Find all the lines in the entries below that hold the word "sans" and copy them.

++++ DATA FOR PROCESSING ++++

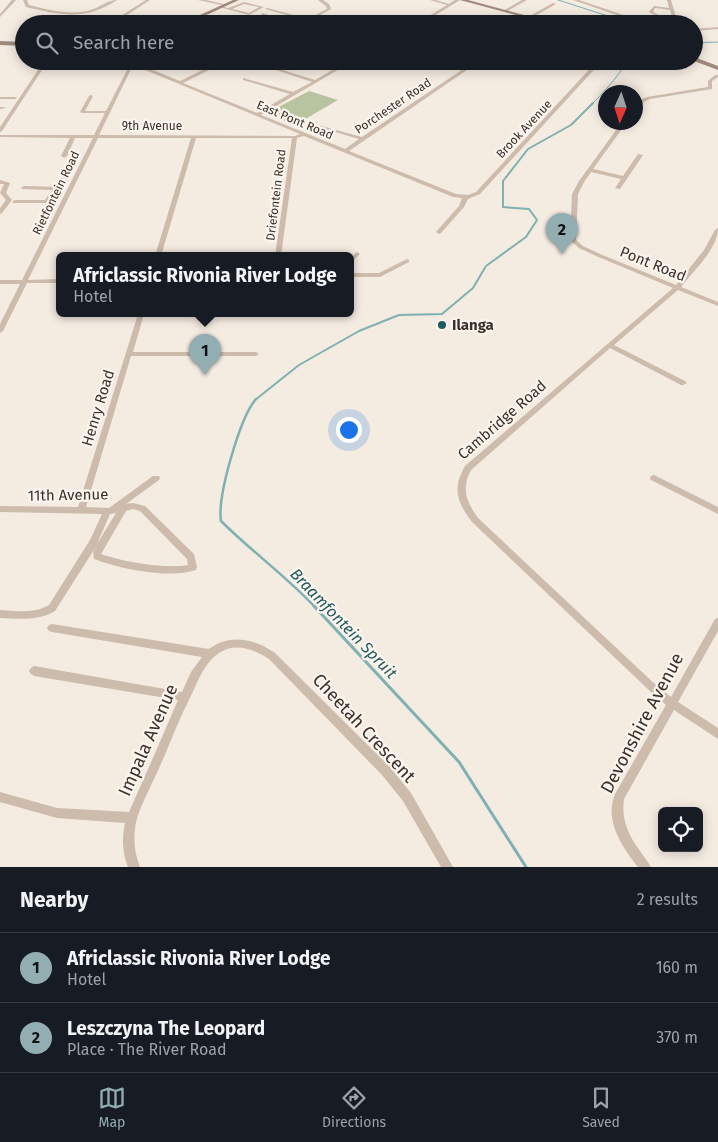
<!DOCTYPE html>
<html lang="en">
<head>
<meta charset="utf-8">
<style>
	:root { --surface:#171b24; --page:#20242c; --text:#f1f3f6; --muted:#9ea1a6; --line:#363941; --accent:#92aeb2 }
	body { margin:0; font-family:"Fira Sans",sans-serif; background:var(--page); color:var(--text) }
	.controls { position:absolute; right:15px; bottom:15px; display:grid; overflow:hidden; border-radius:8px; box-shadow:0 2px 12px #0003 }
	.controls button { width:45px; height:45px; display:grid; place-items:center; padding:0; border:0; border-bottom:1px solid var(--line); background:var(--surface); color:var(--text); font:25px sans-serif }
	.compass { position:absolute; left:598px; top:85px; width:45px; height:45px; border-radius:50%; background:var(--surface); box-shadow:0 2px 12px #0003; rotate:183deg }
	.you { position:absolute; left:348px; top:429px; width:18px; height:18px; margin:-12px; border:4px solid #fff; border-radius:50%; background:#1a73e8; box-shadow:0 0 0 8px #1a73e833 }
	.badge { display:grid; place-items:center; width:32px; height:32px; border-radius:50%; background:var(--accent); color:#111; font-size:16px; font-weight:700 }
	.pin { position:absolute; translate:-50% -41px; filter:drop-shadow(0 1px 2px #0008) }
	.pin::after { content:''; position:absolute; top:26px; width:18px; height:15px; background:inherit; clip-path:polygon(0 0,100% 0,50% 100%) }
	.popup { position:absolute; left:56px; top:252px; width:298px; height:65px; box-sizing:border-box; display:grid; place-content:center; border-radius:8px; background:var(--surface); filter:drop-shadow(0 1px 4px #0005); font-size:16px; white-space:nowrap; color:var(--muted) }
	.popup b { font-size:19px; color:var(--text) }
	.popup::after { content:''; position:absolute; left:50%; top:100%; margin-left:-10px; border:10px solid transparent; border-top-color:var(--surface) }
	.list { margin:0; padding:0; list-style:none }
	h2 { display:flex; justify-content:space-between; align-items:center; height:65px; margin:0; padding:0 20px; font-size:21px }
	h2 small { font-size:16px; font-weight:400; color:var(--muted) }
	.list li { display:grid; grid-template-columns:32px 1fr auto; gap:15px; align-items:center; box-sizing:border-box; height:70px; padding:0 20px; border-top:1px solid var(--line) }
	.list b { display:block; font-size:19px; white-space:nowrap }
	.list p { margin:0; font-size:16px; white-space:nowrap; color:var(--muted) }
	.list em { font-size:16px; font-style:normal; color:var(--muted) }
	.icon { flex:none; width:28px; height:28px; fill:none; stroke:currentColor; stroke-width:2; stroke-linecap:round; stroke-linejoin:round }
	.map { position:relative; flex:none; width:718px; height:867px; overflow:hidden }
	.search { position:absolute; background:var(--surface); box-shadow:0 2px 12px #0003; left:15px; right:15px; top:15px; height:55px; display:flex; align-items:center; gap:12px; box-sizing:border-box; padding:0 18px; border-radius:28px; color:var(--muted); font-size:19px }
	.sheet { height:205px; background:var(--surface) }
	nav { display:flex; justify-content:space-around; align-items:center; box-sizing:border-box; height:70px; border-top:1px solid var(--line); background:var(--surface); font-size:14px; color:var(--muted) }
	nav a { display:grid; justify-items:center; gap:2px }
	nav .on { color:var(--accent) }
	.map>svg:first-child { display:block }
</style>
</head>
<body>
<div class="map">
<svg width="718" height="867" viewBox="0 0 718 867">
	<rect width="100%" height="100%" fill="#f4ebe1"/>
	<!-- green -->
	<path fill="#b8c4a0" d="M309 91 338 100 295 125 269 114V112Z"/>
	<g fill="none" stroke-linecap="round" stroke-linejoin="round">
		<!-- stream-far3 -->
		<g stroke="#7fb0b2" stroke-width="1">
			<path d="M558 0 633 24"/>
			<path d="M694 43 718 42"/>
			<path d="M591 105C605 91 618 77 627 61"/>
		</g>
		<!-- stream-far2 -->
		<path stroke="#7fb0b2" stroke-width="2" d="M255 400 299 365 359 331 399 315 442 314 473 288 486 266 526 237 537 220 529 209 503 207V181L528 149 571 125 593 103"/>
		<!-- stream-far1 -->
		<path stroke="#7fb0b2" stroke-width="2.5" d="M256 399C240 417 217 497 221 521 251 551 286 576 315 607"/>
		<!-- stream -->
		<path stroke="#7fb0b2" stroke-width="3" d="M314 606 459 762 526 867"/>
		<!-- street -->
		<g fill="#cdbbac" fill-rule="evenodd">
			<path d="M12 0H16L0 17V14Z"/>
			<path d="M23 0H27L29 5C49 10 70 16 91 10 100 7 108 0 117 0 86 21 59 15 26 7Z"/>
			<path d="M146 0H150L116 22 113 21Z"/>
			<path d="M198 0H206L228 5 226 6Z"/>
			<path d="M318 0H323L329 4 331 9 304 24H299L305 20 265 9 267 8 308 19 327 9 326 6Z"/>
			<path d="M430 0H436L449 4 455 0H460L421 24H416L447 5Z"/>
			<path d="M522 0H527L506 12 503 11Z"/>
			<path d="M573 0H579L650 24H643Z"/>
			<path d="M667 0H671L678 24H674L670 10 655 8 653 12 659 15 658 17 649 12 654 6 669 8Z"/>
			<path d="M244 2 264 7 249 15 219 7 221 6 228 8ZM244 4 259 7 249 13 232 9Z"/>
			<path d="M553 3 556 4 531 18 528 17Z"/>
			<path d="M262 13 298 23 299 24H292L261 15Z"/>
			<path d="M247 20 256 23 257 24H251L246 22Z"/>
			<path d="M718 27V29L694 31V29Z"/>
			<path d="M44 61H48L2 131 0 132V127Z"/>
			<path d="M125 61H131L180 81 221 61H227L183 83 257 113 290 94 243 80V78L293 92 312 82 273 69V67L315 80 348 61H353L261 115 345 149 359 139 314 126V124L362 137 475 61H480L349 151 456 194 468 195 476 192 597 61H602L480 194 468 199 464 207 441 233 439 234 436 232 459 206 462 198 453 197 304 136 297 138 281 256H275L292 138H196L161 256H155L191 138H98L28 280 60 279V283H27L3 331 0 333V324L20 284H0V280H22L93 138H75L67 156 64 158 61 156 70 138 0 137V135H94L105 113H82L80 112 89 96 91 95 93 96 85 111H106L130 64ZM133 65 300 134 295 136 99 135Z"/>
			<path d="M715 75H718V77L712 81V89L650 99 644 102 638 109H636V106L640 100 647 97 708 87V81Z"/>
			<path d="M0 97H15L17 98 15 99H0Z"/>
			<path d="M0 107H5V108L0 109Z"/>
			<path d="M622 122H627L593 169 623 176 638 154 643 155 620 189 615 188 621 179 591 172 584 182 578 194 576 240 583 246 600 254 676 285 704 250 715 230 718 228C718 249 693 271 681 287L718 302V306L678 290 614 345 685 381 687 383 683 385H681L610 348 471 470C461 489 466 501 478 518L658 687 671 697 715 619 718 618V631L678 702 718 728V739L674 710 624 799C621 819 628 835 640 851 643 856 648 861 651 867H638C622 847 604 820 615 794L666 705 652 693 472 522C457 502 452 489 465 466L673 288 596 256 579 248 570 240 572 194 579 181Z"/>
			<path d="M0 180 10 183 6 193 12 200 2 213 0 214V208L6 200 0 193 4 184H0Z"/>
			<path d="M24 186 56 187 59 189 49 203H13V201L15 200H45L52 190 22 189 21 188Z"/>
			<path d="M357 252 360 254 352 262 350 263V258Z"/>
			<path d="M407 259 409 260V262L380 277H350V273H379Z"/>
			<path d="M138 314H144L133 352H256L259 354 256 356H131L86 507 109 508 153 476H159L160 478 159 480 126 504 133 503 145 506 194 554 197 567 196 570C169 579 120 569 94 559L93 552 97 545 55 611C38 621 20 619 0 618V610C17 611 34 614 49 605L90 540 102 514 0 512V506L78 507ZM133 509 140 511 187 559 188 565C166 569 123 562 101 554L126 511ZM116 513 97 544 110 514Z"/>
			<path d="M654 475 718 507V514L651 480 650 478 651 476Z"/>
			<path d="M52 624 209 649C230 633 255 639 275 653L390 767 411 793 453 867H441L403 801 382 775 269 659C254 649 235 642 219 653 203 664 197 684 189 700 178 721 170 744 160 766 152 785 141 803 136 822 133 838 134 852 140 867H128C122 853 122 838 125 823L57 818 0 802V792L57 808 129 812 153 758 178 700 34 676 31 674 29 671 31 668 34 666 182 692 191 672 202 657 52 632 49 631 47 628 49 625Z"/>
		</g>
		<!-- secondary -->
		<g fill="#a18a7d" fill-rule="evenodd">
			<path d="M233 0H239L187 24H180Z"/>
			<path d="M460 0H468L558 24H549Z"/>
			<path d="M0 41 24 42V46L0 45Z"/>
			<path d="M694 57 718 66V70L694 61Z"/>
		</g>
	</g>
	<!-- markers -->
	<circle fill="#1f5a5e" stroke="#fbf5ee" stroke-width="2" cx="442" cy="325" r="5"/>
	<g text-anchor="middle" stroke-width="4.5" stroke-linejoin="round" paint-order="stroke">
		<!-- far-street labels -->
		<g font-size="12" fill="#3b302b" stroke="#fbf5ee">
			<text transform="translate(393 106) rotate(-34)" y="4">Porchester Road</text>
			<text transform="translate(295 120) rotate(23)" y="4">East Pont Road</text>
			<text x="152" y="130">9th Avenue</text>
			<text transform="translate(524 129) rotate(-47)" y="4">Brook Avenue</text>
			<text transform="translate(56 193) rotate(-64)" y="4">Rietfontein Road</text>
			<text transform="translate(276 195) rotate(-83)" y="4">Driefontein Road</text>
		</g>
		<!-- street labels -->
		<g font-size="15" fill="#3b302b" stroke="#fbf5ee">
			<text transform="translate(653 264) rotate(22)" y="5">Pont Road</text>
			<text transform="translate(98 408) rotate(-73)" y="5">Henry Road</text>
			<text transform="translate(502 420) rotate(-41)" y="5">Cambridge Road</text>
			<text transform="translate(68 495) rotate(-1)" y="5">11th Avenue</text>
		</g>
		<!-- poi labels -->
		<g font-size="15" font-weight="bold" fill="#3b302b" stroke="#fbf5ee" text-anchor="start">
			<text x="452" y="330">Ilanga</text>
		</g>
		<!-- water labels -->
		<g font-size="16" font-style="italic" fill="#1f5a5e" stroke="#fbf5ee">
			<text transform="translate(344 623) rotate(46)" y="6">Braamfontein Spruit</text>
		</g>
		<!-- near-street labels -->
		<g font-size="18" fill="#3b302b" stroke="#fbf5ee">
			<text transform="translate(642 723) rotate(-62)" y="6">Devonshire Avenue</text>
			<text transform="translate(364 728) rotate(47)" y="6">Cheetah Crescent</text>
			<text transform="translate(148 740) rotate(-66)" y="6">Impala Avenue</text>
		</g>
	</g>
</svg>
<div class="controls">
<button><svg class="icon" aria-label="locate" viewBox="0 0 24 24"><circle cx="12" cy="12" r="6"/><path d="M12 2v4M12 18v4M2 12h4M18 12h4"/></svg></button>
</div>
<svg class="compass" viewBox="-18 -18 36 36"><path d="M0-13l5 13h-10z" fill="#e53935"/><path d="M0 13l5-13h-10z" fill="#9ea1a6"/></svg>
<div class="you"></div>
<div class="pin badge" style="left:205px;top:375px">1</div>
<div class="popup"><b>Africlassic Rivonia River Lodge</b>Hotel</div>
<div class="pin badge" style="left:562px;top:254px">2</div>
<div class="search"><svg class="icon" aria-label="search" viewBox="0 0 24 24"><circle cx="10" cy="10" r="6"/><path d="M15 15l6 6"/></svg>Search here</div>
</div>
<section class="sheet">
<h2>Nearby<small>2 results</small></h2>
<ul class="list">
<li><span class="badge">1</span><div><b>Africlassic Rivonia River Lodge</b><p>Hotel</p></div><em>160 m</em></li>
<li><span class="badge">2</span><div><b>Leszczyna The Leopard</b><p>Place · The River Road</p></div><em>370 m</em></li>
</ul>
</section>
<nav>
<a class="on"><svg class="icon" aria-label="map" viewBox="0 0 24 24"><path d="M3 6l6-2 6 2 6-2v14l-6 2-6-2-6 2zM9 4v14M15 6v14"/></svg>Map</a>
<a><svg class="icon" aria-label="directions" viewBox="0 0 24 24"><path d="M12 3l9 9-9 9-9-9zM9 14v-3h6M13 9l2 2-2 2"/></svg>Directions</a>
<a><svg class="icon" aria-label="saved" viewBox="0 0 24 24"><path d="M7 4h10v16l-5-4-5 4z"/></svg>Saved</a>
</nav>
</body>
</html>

++++

ANSWER FOR THE TASK →
	body { margin:0; font-family:"Fira Sans",sans-serif; background:var(--page); color:var(--text) }
	.controls button { width:45px; height:45px; display:grid; place-items:center; padding:0; border:0; border-bottom:1px solid var(--line); background:var(--surface); color:var(--text); font:25px sans-serif }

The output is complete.